I often praise the Lord (though I also wonder why it should be so) that merely by his presence, and without saying a word, a servant of God should frequently prevent people from speaking against Him.
- St. Teresa of Avila, The Way of Perfection
Anybody familiar with her style knew it was her by the first parenthetical comment - Teresa and St. Paul ("I am not lying" or "I speak as a fool") both have this habit.
Isn't this true? How many times have people to whom you have never deliberately witnessed, taken the name of the Lord in vain or used a vulgarity and then turned and apologized to you? Or, conversely, when you yourself have used a swear word (I'm thinking of the milder scatalogical ones), they laugh and say "I never expected to hear that out of you!"
It IS a good reminder to guard our tongues when someone is surprised by our speech, but the original thought is nice, isn't it? When people have to think about using the name of our Lord and Savior to express frustration or anger? Does it make Him more real to them?
I have devout friends who are driven piously crazy by "brown talk," as they term it. Having a taste for the salty, I like this verse:
Let your speech be always in grace seasoned with salt: that you may know how you ought to answer every man.
- St. Paul to the Colossians 4:6
5 comments:
I think using God's name in vain is an unwitting reflection of the power His name retains.
Reminds me how it was said James Joyce used the rich resources of the Faith he rejected in his writings. I think it was Shelby Foote who said that without the Catholic Church Joyce would've been nothing.
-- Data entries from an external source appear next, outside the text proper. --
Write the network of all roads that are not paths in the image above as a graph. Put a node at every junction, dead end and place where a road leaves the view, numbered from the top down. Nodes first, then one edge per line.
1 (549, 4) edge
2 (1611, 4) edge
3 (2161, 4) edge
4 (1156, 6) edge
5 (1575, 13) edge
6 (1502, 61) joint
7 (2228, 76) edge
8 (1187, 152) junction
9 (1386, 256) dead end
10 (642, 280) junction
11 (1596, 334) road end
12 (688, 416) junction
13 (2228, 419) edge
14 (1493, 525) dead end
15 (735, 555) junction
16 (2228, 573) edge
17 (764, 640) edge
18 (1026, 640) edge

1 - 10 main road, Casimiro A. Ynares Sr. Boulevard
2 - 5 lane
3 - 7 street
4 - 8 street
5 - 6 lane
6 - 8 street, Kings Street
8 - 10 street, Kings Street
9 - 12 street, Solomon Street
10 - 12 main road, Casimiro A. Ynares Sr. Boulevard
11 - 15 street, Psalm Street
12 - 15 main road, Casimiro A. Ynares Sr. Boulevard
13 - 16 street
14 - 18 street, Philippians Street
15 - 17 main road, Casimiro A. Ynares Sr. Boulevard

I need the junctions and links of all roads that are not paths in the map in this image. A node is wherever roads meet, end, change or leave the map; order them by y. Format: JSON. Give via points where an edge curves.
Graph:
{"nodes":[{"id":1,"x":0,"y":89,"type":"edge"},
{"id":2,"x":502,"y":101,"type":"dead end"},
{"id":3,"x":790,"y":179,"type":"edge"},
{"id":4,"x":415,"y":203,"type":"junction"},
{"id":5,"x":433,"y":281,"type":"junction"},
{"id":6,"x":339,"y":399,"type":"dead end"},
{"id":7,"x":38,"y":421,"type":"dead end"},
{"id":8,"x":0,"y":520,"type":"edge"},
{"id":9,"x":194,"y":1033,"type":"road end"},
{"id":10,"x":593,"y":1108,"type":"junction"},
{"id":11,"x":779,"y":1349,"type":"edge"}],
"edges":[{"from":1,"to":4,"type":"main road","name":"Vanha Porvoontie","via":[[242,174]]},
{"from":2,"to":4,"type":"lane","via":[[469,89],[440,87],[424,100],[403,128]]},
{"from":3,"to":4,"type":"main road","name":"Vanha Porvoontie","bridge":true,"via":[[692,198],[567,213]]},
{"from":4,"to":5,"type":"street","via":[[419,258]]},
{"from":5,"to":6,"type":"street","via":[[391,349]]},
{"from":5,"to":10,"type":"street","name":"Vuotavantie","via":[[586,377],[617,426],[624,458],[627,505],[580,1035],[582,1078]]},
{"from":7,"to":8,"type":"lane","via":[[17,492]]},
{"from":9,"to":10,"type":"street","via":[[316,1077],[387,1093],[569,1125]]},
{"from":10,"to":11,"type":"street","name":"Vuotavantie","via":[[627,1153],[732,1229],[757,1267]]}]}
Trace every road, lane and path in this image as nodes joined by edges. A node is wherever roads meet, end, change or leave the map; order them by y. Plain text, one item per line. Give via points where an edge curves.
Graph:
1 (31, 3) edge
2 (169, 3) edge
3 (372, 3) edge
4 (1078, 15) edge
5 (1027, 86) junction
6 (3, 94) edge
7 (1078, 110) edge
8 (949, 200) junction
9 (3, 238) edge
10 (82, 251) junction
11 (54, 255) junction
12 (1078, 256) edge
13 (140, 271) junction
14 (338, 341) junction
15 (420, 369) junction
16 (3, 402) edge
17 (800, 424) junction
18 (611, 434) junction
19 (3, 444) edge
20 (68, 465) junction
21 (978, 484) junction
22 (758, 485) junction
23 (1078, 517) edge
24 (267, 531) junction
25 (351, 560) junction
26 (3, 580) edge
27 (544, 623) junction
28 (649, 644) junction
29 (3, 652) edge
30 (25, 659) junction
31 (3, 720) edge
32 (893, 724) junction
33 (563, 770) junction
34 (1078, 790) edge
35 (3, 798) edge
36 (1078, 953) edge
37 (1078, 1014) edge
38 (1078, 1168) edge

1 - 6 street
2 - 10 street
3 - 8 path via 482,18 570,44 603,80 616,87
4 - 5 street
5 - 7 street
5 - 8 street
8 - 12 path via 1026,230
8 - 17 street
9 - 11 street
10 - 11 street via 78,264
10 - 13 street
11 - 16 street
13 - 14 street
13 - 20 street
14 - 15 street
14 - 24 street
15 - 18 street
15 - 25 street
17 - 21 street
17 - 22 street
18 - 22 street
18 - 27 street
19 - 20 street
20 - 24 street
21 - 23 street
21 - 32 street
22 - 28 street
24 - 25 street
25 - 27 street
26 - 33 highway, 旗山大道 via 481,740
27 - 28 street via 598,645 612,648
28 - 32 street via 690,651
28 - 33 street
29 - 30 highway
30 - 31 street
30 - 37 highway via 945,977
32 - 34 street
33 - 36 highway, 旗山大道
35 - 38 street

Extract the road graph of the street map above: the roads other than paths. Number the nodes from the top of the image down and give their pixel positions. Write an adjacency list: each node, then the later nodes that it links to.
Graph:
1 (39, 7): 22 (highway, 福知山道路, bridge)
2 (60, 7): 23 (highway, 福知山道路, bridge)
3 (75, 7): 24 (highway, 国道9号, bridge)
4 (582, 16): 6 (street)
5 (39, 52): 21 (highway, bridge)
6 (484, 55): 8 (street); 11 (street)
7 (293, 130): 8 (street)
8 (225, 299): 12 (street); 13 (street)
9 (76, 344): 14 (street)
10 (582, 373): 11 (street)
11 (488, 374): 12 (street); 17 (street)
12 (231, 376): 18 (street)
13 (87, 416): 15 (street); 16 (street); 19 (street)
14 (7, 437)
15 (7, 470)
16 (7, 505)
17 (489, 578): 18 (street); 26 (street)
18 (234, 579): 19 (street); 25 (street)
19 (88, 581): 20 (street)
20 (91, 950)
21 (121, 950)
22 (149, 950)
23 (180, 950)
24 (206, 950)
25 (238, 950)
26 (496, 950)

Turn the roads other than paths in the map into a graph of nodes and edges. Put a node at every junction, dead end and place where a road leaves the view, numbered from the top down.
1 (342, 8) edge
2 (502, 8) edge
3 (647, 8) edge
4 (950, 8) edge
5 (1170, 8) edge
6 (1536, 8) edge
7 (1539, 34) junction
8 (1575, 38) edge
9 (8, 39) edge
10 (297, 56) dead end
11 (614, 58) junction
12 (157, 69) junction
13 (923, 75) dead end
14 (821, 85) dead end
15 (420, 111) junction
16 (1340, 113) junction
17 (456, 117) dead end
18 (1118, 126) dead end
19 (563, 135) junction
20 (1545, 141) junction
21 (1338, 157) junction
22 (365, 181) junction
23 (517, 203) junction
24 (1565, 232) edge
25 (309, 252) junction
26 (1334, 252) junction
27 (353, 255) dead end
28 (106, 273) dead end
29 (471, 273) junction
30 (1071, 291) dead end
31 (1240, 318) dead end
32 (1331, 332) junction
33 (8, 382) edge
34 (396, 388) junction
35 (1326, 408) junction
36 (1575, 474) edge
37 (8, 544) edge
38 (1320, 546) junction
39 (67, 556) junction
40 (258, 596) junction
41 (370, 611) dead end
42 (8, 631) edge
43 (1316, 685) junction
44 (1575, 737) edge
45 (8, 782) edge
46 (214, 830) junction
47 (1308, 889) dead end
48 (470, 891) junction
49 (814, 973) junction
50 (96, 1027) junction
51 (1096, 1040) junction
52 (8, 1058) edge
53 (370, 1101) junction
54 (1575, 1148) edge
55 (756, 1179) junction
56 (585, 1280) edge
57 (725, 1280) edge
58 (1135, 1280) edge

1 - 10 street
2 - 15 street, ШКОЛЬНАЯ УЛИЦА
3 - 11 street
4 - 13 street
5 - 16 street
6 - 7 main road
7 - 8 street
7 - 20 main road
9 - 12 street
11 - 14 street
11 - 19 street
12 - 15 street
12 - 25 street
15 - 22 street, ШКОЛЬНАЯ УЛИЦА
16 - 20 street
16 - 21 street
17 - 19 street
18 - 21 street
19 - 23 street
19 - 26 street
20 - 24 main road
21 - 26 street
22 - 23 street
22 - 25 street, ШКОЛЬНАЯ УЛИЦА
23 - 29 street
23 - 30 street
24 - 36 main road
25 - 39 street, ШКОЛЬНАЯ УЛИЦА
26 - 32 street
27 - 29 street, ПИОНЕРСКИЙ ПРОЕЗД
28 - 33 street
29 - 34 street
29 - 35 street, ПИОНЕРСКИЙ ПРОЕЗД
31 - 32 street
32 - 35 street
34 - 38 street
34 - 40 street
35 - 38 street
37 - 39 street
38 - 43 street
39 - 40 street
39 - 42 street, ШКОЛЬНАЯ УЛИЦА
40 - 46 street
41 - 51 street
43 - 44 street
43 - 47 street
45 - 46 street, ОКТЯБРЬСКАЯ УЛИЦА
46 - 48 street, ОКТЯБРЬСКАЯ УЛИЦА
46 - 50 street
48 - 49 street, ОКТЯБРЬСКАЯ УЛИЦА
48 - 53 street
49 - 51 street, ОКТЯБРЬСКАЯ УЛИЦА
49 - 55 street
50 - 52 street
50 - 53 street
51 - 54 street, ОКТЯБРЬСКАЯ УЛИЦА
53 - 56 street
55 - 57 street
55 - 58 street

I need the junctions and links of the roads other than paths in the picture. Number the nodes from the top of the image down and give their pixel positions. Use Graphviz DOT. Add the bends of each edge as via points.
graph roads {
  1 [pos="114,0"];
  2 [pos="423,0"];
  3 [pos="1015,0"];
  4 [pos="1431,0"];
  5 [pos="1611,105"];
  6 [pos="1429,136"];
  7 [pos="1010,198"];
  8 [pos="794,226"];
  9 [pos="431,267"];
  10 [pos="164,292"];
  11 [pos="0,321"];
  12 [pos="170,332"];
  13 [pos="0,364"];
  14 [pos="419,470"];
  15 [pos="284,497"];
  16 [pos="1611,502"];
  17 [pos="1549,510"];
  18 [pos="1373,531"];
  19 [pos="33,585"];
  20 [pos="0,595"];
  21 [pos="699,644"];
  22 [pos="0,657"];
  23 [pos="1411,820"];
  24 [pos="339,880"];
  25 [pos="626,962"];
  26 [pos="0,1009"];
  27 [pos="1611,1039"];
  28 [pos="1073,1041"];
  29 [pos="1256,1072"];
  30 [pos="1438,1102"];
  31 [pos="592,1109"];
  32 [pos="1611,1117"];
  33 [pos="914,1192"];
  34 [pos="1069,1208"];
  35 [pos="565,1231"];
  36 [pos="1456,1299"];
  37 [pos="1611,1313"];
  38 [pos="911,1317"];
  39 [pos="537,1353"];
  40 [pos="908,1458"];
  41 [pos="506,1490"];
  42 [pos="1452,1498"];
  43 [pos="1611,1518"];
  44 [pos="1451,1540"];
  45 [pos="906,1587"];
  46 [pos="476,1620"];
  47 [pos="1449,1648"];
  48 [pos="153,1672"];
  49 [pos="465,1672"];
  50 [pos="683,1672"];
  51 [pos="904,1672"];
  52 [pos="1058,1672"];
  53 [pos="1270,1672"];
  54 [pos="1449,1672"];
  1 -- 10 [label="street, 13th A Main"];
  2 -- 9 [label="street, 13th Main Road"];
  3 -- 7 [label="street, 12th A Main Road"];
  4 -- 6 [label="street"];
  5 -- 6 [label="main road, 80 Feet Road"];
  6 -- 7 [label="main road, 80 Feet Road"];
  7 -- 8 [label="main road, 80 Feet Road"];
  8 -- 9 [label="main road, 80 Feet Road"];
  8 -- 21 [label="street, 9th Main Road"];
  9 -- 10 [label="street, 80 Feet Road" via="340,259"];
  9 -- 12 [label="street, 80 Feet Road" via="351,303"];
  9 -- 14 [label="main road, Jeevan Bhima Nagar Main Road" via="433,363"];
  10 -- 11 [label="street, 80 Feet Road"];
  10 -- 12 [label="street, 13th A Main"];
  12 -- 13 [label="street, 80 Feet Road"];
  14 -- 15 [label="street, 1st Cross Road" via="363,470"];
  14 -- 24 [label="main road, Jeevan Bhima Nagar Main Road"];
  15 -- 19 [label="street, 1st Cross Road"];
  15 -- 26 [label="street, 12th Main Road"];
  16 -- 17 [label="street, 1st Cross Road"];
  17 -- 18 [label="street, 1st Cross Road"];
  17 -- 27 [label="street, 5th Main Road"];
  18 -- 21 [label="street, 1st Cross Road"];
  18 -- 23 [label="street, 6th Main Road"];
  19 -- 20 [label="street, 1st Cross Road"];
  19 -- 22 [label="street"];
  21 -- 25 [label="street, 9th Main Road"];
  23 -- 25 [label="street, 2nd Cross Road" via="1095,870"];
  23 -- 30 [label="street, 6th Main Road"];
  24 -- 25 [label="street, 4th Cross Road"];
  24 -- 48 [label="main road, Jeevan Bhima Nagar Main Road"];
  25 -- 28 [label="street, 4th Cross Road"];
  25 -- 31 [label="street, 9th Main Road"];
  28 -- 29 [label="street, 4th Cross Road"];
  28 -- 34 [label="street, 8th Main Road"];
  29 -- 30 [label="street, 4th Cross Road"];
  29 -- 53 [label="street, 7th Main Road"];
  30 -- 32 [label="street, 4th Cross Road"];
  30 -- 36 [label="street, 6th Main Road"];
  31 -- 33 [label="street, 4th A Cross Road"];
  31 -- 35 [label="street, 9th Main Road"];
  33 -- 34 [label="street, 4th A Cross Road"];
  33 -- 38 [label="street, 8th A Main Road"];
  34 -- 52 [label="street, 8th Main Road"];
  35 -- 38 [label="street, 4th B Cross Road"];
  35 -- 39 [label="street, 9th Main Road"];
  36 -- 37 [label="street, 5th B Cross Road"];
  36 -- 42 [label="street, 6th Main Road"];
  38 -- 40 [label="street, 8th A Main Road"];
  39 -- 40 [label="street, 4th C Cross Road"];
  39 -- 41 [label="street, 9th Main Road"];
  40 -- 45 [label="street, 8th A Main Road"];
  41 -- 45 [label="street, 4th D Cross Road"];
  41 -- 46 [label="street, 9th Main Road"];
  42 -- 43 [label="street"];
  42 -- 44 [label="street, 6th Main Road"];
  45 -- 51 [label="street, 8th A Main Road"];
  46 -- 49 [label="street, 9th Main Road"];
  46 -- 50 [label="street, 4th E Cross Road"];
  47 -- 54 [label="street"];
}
He borrowed against that sense of the sacred, he needed the Real to kick against.
Perhaps for Joyce and to those who use God's name in vain it gives a sense of power, simply by giving something sacred to use, or rebel against.
Well said.
And the power to shock.
Therese, you and I have a similar penchant for language that is, er, "descriptive" without transgressing into the blasphemous or offensive.
Sometimes I wonder, though, whether it has my hoped-for effect of shattering the preconceived notions of pagans that Christians harbor an unnecessarily nitpicky scrupulosity. It could, I suppose, lead the weak or uninformed into sin, and I'm not crazy about the idea of spending eternity with a millstone around my neck.
I think it depends on the choice of language, but I should make sure I'm not doing it at times for similar reasons ("those Christians seem to know how to let their hair down! They're not so weird!")
Some French Canadians have a salty vocabulary using sacred utensils like "tabernac" as swear words. Dosn't seem to bother anybody. And I can't imagine anyone thinking it even a venial sin.